Thanks Alex. Yeah, I could nitpick on it myself. I picked it up and put it down several times because I just couldn't figure out what sounds Fiedel was using. Plus, I have the samples from the Fairlight and Emulator, but the actual instruments coloured the sound and replicating all of that without the hardware was tricky.

Also, you can load various banks onto the Fairlight or create your own and there were sounds I just couldn't find in any of the banks I got my hands on. Fiedel quite possibly made some of his own.

So this was where I reached my limit. Decent, but not certainly not perfect.

So much nostalgia. I remember this film coming out in cinemas too!


----------



## AlexanderSchiborr (Nov 7, 2017)

alexballmusic said:


> Thanks Alex. Yeah, I could nitpick on it myself. I picked it up and put it down several times because I just couldn't figure out what sounds Fiedel was using. Plus, I have the samples from the Fairlight and Emulator, but the actual instruments coloured the sound and replicating all of that without the hardware was tricky.
> 
> Also, you can load various banks onto the Fairlight or create your own and there were sounds I just couldn't find in any of the banks I got my hands on. Fiedel quite possibly made some of his own.
> 
> ...



It was a joke with the nitpick..honestly you did a great job here. What kind of emulator or samplers you used to work on this one? I love the old fairlight CMI Series 3..but..man..this thing is not affordable for me..and back then you had to pay up 100K Dollars..insane..I still love the design of that monstrous machine. And I absolutely love the sounds it produced.


----------



## alexballmusic (Nov 7, 2017)

AlexanderSchiborr said:


> It was a joke with the nitpick..honestly you did a great job here. What kind of emulator or samplers you used to work on this one? I love the old fairlight CMI Series 3..but..man..this thing is not affordable for me..and back then you had to pay up 100K Dollars..insane..I still love the design of that monstrous machine. And I absolutely love the sounds it produced.

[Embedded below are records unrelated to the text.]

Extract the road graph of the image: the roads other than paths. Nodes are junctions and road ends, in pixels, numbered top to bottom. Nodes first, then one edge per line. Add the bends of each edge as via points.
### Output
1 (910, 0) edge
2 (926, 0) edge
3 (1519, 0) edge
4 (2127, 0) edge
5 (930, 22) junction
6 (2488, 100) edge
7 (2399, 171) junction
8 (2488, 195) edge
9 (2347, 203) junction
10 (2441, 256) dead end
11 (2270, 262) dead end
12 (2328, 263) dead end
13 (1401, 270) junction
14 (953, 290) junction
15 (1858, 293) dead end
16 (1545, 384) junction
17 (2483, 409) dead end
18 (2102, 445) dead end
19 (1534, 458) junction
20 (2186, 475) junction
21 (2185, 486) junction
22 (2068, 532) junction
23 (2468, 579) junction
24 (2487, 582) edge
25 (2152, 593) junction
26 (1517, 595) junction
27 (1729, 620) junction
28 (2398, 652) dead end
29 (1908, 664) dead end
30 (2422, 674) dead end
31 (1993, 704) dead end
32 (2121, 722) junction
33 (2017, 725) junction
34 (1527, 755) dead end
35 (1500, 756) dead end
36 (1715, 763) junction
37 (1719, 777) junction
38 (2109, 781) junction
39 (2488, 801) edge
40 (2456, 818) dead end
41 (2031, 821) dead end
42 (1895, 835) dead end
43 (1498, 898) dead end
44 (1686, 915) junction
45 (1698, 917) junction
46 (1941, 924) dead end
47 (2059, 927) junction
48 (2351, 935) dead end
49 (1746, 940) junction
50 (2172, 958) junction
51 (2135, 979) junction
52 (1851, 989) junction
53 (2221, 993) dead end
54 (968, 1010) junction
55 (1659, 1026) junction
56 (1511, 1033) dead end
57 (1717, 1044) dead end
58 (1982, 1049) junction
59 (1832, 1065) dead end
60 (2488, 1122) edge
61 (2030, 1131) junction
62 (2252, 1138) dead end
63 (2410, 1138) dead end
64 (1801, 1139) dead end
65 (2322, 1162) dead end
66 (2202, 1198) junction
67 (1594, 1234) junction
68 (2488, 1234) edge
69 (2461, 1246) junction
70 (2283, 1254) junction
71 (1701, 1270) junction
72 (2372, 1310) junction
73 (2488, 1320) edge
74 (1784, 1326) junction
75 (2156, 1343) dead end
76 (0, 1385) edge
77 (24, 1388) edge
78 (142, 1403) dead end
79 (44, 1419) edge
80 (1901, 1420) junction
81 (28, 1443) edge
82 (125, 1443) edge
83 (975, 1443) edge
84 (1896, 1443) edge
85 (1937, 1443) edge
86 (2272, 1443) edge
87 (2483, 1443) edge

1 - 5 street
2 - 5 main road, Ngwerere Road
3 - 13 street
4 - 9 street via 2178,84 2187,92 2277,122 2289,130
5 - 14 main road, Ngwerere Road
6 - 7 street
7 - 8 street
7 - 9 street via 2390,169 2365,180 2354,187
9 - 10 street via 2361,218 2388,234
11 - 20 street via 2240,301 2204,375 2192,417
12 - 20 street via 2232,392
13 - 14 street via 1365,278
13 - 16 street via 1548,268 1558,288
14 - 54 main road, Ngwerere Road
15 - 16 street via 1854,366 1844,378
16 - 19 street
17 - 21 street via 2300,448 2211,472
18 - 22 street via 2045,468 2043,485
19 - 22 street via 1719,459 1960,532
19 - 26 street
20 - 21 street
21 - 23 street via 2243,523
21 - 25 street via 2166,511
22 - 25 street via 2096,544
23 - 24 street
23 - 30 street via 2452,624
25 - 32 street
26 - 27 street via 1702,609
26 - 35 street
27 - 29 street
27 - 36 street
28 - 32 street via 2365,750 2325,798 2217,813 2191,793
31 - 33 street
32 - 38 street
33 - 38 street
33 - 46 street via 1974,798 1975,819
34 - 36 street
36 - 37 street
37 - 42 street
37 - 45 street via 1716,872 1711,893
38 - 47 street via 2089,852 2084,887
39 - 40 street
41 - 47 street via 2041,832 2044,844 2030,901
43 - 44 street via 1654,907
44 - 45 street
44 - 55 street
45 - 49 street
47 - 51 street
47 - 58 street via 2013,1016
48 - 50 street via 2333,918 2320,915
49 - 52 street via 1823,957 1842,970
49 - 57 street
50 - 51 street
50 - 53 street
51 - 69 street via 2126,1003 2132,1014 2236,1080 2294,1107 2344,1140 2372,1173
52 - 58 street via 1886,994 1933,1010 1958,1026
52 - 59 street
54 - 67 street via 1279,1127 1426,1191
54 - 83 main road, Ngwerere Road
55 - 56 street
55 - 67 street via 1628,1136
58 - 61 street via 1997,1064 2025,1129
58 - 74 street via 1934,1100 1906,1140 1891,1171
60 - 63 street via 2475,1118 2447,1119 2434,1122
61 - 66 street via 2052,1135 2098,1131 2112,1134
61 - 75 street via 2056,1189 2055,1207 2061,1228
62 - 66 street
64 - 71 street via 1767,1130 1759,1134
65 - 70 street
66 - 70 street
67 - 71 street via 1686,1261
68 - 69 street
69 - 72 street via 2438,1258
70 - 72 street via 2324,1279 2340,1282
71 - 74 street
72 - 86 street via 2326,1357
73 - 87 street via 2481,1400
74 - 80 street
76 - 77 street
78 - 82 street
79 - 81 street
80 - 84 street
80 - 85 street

Yeah, it bugged me a bit because I identified a lot of the exact sounds he used, but others I couldn't find. So it was frustrating knowing they must exist somewhere. I even tried getting in contact with Brad Fiedel!

Would love to try one of the real instruments but never seen one in the flesh as they're insanely expensive. I met a couple of guys who used to own Fairlights in the 80s. One was Andy Richards who played it on all the Trevor Horn stuff. Was interesting to speak to him about Frankie Goes to Hollywood, George Michael etc. He's now a film composer and mixer.

Sounds:
Fairlight CMI III stock sounds: https://rover.ebay.com/rover/0/0/0?mpre=https%3A%2F%2Fwww.ebay.com%2Fulk%2Fitm%2F142544095478

Other Fairlight collections:
http://bitley.laconicsounds.net/lost-in-the-fairlight-maze/

Prosonus libraries Brad Fiedel had loaded onto the Fairlight:
http://www.bigfishaudio.com/

EMU Emulator Universe of Sounds:
http://www.rhythmicrobot.com/product/emulator-ii-universe-of-sounds-vol-1


----------